Instructions for the task:
Determine how many lines in the listing contain the string "Czarna". Only that number goes in the answer.

Data excerpts:

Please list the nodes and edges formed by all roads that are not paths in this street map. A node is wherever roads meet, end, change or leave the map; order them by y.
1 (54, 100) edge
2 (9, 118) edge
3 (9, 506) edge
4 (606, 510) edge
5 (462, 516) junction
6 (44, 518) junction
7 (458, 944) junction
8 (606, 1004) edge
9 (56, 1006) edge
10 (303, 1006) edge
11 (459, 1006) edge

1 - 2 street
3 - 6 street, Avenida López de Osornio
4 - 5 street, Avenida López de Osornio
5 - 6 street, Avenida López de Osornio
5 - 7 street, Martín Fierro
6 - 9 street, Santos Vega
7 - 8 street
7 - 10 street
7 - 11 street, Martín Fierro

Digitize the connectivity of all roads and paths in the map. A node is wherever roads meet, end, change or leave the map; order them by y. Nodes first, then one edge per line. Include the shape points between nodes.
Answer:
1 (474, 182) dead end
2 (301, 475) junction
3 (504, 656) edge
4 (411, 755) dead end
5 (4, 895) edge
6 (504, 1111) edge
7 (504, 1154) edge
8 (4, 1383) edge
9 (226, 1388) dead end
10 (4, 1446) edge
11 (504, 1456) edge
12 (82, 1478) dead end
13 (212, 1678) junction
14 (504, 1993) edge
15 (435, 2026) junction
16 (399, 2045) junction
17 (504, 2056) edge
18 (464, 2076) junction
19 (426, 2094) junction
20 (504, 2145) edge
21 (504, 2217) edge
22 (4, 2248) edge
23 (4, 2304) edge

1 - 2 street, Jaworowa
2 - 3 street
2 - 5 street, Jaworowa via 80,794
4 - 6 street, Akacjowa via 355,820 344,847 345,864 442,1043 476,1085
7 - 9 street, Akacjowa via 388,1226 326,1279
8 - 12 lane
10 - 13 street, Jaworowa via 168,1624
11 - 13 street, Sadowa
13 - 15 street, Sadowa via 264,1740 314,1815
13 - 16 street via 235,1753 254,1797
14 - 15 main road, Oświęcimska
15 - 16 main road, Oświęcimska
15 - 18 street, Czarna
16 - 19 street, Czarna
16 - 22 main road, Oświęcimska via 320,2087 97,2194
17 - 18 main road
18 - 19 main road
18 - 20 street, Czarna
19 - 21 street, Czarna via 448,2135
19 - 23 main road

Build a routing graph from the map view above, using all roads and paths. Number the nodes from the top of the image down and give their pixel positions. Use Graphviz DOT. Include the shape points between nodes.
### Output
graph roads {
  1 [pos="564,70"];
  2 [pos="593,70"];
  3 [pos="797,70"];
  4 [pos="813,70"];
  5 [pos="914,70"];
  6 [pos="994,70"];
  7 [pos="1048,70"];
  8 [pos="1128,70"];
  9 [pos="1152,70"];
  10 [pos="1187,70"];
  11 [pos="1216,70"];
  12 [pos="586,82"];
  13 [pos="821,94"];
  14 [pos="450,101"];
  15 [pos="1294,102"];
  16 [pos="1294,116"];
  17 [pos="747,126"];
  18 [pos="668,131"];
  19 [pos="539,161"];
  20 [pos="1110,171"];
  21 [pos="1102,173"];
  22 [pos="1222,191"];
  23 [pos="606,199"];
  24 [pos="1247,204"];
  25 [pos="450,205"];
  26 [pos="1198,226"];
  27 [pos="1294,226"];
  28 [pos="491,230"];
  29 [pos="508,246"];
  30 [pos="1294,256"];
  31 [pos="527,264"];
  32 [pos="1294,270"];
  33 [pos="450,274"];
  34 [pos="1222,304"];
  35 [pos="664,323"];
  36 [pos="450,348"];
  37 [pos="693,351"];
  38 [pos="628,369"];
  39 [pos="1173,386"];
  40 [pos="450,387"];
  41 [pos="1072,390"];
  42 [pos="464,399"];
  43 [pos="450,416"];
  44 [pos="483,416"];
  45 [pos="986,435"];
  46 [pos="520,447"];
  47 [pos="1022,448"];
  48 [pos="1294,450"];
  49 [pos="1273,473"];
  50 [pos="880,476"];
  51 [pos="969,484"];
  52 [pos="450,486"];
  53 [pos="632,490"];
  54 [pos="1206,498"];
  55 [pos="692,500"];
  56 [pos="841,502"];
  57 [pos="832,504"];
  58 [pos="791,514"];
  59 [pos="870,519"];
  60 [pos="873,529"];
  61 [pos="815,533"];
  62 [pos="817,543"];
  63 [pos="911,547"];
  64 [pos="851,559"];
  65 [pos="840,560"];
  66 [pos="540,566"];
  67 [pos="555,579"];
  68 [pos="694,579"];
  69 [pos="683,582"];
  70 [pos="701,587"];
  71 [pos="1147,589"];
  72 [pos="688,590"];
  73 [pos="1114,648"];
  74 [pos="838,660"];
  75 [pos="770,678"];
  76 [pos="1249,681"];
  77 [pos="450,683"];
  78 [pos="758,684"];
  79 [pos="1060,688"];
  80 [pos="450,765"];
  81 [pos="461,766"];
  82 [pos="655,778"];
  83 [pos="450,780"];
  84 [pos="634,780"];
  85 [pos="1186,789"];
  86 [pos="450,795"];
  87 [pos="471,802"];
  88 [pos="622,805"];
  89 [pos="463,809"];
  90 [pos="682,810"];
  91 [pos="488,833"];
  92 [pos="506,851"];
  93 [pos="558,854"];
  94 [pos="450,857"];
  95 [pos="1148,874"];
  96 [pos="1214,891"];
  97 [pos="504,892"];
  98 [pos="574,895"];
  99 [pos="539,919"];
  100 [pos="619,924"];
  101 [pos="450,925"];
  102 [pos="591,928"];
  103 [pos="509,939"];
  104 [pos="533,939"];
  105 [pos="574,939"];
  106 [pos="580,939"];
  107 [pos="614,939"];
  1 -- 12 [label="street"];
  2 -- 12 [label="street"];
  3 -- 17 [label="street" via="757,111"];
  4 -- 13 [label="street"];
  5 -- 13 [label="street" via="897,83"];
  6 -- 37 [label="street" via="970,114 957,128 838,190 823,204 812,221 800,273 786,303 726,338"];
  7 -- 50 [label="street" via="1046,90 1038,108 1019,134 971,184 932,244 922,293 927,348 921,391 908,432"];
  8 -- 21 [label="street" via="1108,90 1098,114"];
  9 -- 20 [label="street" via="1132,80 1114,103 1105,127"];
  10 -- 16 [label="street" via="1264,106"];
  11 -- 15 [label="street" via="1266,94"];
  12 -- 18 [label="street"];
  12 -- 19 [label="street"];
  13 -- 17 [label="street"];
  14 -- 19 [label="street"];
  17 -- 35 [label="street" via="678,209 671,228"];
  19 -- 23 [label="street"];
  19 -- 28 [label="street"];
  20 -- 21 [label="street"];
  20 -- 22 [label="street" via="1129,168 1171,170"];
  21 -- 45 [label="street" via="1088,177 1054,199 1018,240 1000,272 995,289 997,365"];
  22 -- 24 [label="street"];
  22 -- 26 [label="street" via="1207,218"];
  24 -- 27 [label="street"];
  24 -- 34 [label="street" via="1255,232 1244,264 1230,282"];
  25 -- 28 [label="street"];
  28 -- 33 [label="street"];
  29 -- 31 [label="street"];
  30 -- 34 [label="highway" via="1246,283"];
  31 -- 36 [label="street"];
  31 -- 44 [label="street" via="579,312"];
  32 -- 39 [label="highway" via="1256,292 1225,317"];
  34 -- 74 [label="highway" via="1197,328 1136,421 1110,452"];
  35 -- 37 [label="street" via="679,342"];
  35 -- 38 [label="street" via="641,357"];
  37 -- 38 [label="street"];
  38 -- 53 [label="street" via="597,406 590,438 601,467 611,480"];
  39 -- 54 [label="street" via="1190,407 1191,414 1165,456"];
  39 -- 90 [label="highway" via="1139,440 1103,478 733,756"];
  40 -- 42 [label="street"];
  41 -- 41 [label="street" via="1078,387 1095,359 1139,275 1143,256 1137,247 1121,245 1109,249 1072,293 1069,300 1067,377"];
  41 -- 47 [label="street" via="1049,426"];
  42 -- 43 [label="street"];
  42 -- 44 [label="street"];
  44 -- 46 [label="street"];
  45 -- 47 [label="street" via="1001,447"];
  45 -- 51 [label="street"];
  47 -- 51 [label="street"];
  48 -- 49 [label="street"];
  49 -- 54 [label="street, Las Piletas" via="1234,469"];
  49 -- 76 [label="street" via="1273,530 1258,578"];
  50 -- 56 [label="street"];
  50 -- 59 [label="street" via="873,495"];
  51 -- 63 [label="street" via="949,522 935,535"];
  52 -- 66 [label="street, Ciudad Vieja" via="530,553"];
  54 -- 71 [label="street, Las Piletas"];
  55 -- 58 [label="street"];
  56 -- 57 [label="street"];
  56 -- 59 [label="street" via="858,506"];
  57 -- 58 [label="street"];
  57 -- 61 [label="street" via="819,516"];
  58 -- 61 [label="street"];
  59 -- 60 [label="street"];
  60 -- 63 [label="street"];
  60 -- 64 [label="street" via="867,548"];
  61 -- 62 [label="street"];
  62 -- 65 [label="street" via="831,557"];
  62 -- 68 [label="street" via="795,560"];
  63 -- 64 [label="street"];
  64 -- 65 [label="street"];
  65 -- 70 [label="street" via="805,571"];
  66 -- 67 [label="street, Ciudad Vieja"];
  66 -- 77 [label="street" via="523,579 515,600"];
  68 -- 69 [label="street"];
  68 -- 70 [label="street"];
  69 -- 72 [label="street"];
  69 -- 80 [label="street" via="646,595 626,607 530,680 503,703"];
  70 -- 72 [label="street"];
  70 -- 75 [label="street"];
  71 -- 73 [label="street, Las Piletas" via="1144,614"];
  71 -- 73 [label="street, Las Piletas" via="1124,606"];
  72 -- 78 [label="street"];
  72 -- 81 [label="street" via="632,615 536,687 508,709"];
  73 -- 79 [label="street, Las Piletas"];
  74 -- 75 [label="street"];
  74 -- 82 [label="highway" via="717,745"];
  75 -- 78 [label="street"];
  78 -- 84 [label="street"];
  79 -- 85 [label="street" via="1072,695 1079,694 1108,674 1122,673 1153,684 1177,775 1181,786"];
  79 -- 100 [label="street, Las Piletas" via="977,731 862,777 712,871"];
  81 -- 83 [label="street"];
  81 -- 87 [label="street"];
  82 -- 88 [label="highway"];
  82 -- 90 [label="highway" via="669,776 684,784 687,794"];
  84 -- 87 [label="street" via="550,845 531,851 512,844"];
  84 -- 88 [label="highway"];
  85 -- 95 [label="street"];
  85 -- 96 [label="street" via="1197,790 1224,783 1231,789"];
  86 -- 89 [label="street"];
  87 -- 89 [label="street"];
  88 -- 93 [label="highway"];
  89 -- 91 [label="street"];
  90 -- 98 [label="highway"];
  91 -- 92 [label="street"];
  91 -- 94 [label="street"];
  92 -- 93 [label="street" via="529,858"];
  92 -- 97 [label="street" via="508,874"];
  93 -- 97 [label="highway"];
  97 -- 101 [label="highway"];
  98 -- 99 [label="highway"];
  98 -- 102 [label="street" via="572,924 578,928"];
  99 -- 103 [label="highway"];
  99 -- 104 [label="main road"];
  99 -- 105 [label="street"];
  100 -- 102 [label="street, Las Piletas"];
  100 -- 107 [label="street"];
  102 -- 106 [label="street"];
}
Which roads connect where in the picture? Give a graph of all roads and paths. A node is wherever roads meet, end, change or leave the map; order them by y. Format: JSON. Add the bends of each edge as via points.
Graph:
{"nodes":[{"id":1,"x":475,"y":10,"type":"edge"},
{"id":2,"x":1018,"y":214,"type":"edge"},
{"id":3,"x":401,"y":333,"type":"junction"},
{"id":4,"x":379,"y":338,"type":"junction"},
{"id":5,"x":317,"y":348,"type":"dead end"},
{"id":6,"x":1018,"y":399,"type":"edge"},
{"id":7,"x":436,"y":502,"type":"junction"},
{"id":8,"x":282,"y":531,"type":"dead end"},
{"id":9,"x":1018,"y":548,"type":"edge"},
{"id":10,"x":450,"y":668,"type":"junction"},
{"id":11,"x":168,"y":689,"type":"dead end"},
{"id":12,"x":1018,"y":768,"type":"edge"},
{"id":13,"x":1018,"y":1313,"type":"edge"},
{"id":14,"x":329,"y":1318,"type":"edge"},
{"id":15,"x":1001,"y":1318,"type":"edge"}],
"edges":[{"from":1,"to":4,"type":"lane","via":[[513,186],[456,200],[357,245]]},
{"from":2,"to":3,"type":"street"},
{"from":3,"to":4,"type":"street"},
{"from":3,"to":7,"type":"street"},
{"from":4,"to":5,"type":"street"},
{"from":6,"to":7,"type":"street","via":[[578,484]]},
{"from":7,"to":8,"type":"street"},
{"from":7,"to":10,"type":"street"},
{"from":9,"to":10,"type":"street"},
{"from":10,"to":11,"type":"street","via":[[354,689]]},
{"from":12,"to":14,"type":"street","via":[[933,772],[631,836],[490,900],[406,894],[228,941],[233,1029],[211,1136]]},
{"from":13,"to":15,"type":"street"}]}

Exercise response:
4